Israel yesterday said that 24 soldiers were killed in the biggest single-day losses since the start of its ground war in Gaza amid growing pressure on the government to find a way to end the conflict.
The heavy clashes came as a White House official was due in the region for talks aimed at securing more hostage releases, and as US media reported a new Israeli proposal for a deal that would involve a two-month pause in fighting.
Twenty-four soldiers were killed on Monday, with the army saying that 21 of them were reservists slain when rocket-propelled grenade fire hit a tank and two buildings they were trying to blow up.
Photo: AFP
Israeli Prime Minister Benjamin Netanyahu said an investigation was launched into the “disaster” and that Israel “must learn the necessary lessons.”

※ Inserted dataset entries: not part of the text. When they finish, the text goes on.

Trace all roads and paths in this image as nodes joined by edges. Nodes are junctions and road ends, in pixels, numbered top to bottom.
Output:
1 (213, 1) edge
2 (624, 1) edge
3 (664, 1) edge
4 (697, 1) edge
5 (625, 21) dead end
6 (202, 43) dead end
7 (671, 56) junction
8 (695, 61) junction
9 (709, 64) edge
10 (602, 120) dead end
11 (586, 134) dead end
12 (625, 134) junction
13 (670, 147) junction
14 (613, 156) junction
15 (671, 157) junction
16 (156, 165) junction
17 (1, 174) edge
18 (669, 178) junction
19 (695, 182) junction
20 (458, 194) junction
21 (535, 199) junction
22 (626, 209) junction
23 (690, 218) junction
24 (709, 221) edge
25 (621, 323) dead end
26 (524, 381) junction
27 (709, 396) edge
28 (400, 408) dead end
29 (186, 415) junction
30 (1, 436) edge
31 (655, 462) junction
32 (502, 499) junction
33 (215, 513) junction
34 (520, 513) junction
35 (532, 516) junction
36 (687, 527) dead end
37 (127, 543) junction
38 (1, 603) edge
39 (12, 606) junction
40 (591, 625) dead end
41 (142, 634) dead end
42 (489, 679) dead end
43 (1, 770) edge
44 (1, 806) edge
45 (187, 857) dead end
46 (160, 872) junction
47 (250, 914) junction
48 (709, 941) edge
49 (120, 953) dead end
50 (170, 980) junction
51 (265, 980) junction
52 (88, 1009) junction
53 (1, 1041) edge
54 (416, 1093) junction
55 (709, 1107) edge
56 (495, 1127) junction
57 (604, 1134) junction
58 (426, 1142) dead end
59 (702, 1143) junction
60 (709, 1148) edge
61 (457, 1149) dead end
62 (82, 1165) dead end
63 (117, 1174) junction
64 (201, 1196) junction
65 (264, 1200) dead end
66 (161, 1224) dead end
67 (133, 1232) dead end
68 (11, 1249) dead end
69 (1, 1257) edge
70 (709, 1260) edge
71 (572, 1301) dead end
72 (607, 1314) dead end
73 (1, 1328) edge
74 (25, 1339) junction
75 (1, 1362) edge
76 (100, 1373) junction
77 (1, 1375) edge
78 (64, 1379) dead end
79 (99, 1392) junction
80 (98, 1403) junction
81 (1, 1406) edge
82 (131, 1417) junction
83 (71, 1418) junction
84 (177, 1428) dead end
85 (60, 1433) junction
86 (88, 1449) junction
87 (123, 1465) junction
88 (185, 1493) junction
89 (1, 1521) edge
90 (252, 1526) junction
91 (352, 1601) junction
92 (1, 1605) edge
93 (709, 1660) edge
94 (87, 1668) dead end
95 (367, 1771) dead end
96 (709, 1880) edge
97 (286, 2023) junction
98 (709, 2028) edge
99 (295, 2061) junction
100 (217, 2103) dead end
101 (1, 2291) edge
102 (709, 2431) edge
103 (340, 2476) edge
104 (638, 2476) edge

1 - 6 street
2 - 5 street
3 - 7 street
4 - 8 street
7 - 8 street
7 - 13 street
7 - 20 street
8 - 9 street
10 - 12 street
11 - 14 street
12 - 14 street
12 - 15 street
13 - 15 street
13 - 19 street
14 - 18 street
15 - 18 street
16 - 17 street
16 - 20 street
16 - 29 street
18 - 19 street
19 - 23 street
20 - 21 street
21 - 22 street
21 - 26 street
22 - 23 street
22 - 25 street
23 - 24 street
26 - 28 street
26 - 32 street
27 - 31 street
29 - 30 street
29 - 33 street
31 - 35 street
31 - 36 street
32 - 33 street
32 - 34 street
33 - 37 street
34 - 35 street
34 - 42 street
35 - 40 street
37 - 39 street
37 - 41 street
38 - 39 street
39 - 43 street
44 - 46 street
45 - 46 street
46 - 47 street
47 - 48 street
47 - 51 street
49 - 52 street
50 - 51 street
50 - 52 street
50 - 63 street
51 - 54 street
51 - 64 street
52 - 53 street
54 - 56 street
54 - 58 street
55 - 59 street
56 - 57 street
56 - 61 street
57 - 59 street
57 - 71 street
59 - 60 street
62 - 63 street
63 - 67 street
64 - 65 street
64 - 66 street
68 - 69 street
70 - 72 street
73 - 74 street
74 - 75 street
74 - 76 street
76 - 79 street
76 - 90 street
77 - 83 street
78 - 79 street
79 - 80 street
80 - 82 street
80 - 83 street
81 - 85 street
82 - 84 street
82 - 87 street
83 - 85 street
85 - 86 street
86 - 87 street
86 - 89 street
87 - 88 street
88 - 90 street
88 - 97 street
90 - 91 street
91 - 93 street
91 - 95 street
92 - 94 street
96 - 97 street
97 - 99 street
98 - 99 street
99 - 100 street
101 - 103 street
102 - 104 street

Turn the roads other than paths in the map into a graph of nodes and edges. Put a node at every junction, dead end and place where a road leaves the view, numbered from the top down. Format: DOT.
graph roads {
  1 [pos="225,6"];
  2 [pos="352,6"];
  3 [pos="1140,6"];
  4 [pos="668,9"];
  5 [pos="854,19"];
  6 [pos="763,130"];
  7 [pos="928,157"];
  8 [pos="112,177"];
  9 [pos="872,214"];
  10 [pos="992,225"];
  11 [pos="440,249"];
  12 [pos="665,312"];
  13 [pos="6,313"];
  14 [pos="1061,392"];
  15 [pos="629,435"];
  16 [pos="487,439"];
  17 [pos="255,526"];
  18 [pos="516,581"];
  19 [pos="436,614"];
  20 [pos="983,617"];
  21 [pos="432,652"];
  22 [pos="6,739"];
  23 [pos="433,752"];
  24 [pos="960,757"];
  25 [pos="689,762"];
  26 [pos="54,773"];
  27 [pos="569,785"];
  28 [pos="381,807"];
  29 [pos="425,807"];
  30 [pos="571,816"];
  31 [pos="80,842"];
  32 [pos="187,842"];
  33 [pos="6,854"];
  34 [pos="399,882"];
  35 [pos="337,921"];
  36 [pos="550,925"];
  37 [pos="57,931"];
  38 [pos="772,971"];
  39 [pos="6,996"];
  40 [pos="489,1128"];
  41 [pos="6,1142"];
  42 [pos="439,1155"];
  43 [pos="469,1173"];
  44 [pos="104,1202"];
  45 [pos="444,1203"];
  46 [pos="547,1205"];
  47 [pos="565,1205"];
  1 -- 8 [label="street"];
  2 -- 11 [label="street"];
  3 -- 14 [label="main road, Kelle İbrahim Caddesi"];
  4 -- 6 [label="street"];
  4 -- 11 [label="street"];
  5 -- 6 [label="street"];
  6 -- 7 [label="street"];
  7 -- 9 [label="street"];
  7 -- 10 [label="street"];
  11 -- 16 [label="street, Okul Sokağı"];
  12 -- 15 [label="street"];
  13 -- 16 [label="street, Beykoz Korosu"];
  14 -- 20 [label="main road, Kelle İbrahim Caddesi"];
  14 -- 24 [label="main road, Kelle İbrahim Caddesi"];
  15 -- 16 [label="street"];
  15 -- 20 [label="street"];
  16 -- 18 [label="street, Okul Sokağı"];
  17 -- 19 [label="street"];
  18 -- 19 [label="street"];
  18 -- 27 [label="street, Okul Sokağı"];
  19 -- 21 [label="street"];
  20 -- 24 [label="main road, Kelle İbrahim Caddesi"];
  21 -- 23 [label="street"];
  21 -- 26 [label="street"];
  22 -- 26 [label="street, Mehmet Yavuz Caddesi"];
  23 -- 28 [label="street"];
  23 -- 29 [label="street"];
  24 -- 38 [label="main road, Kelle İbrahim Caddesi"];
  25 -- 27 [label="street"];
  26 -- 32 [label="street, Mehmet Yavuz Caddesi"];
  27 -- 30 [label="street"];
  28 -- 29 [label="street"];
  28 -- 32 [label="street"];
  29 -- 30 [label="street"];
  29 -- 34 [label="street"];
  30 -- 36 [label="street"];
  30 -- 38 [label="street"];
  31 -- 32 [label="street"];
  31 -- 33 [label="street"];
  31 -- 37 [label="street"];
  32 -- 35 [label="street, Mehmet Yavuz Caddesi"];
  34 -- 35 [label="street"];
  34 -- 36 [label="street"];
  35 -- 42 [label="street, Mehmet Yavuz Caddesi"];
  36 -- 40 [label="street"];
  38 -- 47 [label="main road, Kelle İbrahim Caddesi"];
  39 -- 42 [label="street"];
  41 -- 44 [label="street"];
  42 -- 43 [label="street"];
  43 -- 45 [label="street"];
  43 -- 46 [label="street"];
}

Israeli Minister of Defense Gallant said the “deaths of 24 of our fighters, our best sons ... is a heavy blow.”
More than 200 people attended the funeral of one of the reservists, Hadar Kapeluk, whose coffin was draped with an Israeli flag, at Mount Herzl military cemetery in Jerusalem.
An analyst said the mounting toll of soldiers killed — now 221 — since Israel launched its ground offensive in Gaza would heap pressure on the government.
“Everybody is mourning the soldiers this morning, and I think people will demand clear answers about the purpose and the goal of this operation in Gaza,” said Israela Oron of the Ben-Gurion University of the Negev.
On the ground, fighting raged in Khan Yunis, the biggest city in southern Gaza, which the army said it had “encircled.”
Witnesses said powerful explosions rocked Khan Yunis, as well as Deir al-Balah in north Gaza and Rafah in the south.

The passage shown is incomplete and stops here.